Why unlimited vacation isn’t all it seems

Meghan McCarty Carino Jul 31, 2019
Palm trees are silhouetted before the sunset sky at Waikiki beach in Honolulu, Hawaii. Nicholas Kamm/AFP/Getty Images
HTML EMBED:
COPY

Unlimited vacation policies have been popping up more and more in the tech world and other competitive industries. Instead of accruing a certain number of vacation days a year, employees can take off as much as they want. Companies like Netflix and LinkedIn tout this as a great benefit to attract top workers in a tight labor market — but what sounds like a dream come true can sometimes be more of an illusion.

When software engineer Ron Buencamino joined a small tech startup with an unlimited vacation policy several years ago, his imagination went wild.

“I was jazzed actually,” he said. “I figured I can continue to do a lot of traveling, or I would be able to go out and see friends or live the kind of life that I wanted to live.”

But pretty early into the new gig, reality came crashing down. In the year and a half he spent with the company, he took no big vacations — just a day off here and there. With unrelenting deadlines and no one to fill in for him, he just didn’t feel comfortable asking for time off.

“You don’t want to go and take your break and come back and feel like you’ve rubbed people the wrong way,” he said.

Buencamino’s experience is pretty common, said Dan Schawbel, of the HR advisory firm Future Workplace.

“An unlimited vacation day policy creates more guilt around going on vacation because if you take too many days and your teammates don’t, you feel like they have the upper hand when it comes to career advancement,” he said.

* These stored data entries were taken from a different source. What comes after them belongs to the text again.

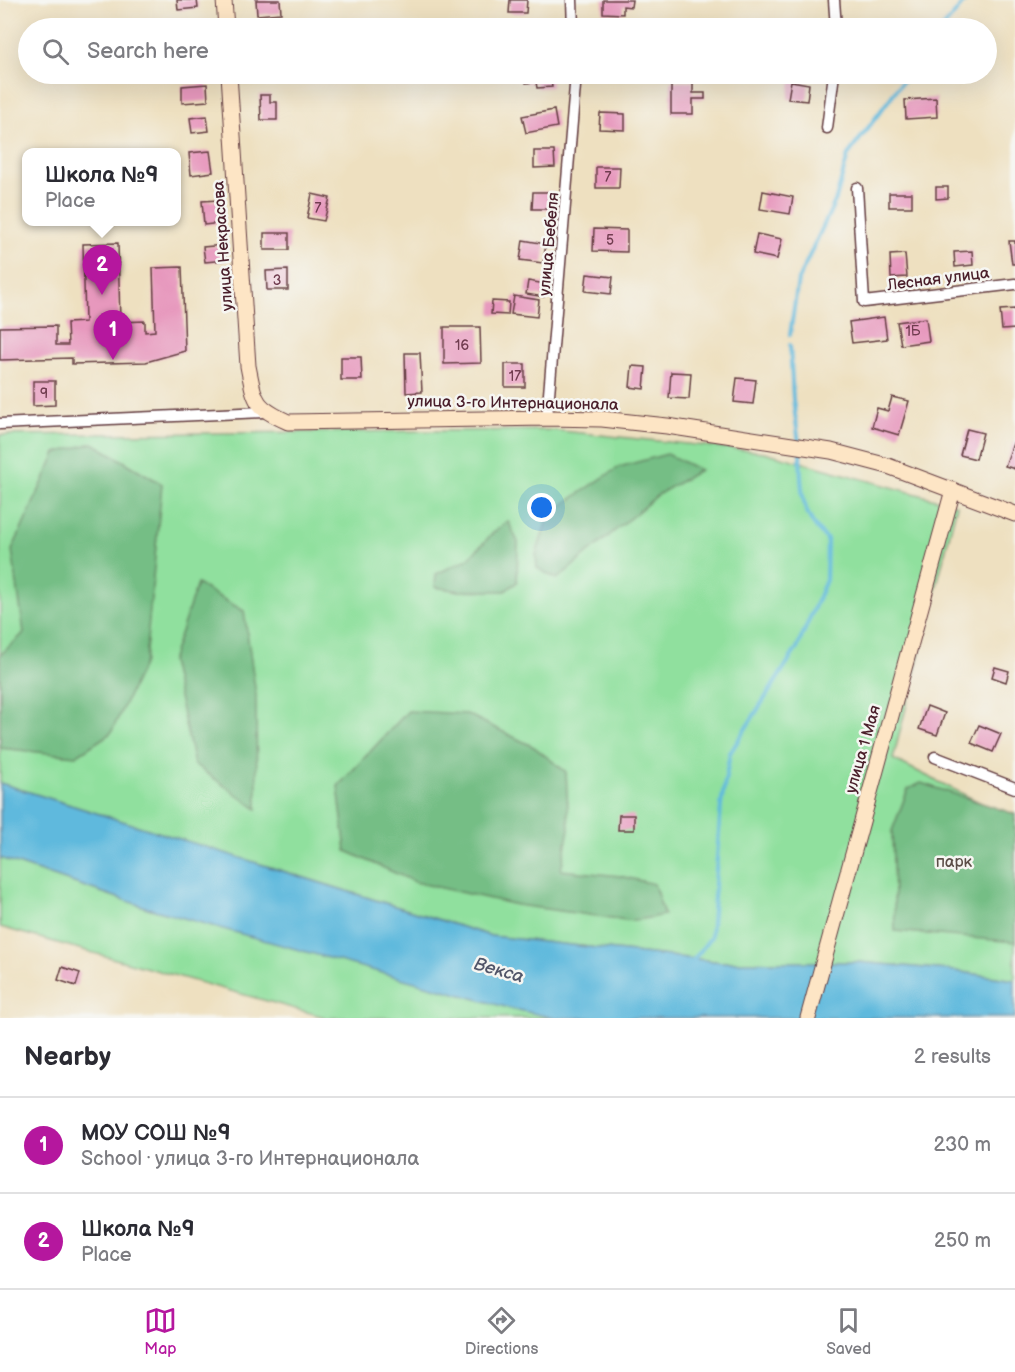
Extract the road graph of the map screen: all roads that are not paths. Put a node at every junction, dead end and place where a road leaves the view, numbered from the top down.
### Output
1 (224, 0) edge
2 (572, 0) edge
3 (834, 0) edge
4 (225, 18) edge
5 (573, 18) edge
6 (835, 18) edge
7 (230, 84) edge
8 (576, 84) edge
9 (833, 84) edge
10 (828, 128) dead end
11 (857, 188) dead end
12 (1015, 284) edge
13 (265, 412) junction
14 (547, 418) junction
15 (0, 424) edge
16 (953, 490) junction
17 (1015, 514) edge
18 (935, 757) dead end
19 (1015, 788) edge
20 (808, 1018) edge

1 - 4 street
2 - 5 street
3 - 6 street
7 - 13 street, улица Некрасова
8 - 14 street, улица Бебеля
9 - 10 street
11 - 12 street, Лесная улица
13 - 14 street, улица 3-го Интернационала
13 - 15 street, улица 3-го Интернационала
14 - 16 street, улица 3-го Интернационала
16 - 17 street, улица 3-го Интернационала
16 - 20 street, улица 1 Мая
18 - 19 street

A study from HR software company Namely found that employees with unlimited vacation actually took fewer days off. And the companies aren’t responsible for paying out that untaken time when a worker leaves the company.

Jeanne Schad with RiseSmart, an outplacement and career transition services provider, said that the policies can be a benefit for employees, but it really depends on the culture of the company.

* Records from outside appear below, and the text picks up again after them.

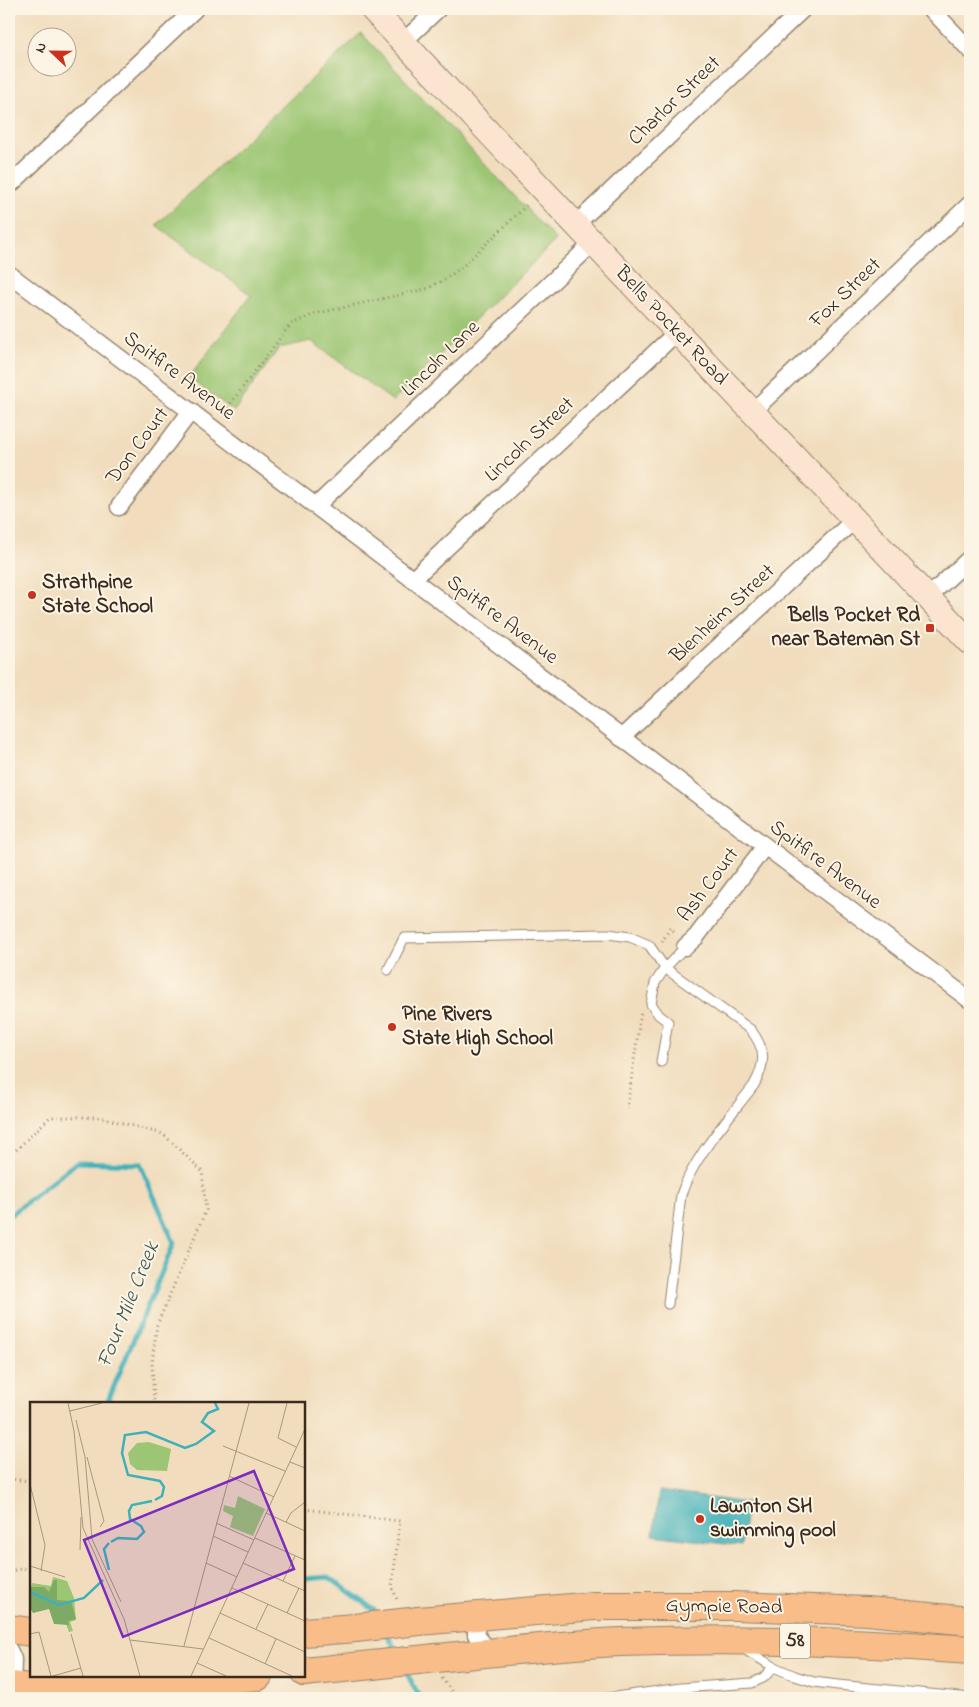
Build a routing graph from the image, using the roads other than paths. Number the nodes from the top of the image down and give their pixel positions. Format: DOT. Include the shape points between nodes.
graph roads {
  1 [pos="195,9"];
  2 [pos="372,9"];
  3 [pos="438,9"];
  4 [pos="803,9"];
  5 [pos="932,9"];
  6 [pos="403,42"];
  7 [pos="970,50"];
  8 [pos="9,186"];
  9 [pos="970,204"];
  10 [pos="576,224"];
  11 [pos="594,242"];
  12 [pos="9,274"];
  13 [pos="677,332"];
  14 [pos="191,411"];
  15 [pos="752,412"];
  16 [pos="316,506"];
  17 [pos="119,507"];
  18 [pos="854,520"];
  19 [pos="970,558"];
  20 [pos="413,579"];
  21 [pos="928,598"];
  22 [pos="970,642"];
  23 [pos="621,738"];
  24 [pos="765,846"];
  25 [pos="685,947"];
  26 [pos="665,968"];
  27 [pos="388,970"];
  28 [pos="970,1000"];
  29 [pos="661,1062"];
  30 [pos="668,1304"];
  31 [pos="477,1615"];
  32 [pos="970,1621"];
  33 [pos="9,1629"];
  34 [pos="30,1632"];
  35 [pos="305,1632"];
  36 [pos="730,1640"];
  37 [pos="9,1650"];
  38 [pos="970,1650"];
  39 [pos="491,1653"];
  40 [pos="774,1667"];
  41 [pos="305,1672"];
  42 [pos="245,1677"];
  43 [pos="11,1690"];
  44 [pos="608,1698"];
  45 [pos="970,1698"];
  1 -- 8 [label="street"];
  2 -- 6 [label="main road, Bells Pocket Road"];
  3 -- 6 [label="street"];
  4 -- 10 [label="street, Charlor Street"];
  5 -- 7 [label="street"];
  6 -- 10 [label="main road, Bells Pocket Road"];
  9 -- 15 [label="street, Fox Street"];
  10 -- 11 [label="main road, Bells Pocket Road"];
  11 -- 13 [label="main road, Bells Pocket Road"];
  11 -- 16 [label="street, Lincoln Lane"];
  12 -- 14 [label="street, Spitfire Avenue"];
  13 -- 15 [label="main road, Bells Pocket Road"];
  13 -- 20 [label="street, Lincoln Street"];
  14 -- 16 [label="street, Spitfire Avenue"];
  14 -- 17 [label="street, Don Court"];
  15 -- 18 [label="main road, Bells Pocket Road"];
  16 -- 20 [label="street, Spitfire Avenue"];
  18 -- 21 [label="main road, Bells Pocket Road"];
  18 -- 23 [label="street, Blenheim Street"];
  19 -- 21 [label="street"];
  20 -- 23 [label="street, Spitfire Avenue"];
  21 -- 22 [label="main road, Bells Pocket Road"];
  23 -- 24 [label="street, Spitfire Avenue"];
  24 -- 25 [label="street, Ash Court"];
  24 -- 28 [label="street, Spitfire Avenue"];
  25 -- 26 [label="lane"];
  26 -- 27 [label="lane" via="649,944 608,934 404,938"];
  26 -- 29 [label="lane" via="654,983 651,1004 668,1022"];
  26 -- 30 [label="lane" via="751,1030 763,1050 760,1074 754,1085 686,1180 681,1195"];
  31 -- 32 [label="highway, Gympie Road / 58" via="594,1606 734,1606 857,1610"];
  31 -- 35 [label="highway, Gympie Road / 58, bridge" via="409,1612 355,1628"];
  31 -- 39 [label="street" via="476,1635"];
  33 -- 34 [label="highway"];
  36 -- 38 [label="highway, Gympie Road / 58"];
  36 -- 39 [label="highway, Gympie Road / 58" via="619,1642"];
  36 -- 40 [label="lane, Gympie Road"];
  37 -- 43 [label="street" via="13,1659"];
  39 -- 41 [label="highway, Gympie Road / 58, bridge" via="438,1667 372,1665"];
  40 -- 44 [label="lane" via="752,1683"];
  40 -- 45 [label="lane, Gympie Road" via="814,1682"];
  42 -- 43 [label="highway" via="130,1686"];
}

“Every company has what’s written in their manual, and then there’s the unwritten manual of what people actually do. And that tends to be what employees follow,” she said.

Jonathan Wasserstrum, who’s worked in the startup world, knows all about that.

“It’s cool to say you haven’t taken a vacation in three years as a badge of courage,” he said. “But it’s not healthy.”

So when he became CEO of commercial real estate company SquareFoot he wanted to do things differently. He offers employees unlimited vacation but they have to take at least two weeks. Wasserstrum said he takes much more than that himself.

“The goal for me is so that the rest of my leadership team sees that. And then the goal for leadership team is that the managers see that. And the goal for the managers is that the entry level people see that,” he said.

Meanwhile, software engineer Buencamino has moved to a different job —one with a less glamorous-sounding limited vacation policy.

“Once you accrue vacation you’re able to quantify it a bit more,” he said. “It makes you more cognizant of the fact that you should be taking this vacation because you did earn it.”

And take it he has. He just returned from a whole nine days off in Cabo San Lucas, Mexico.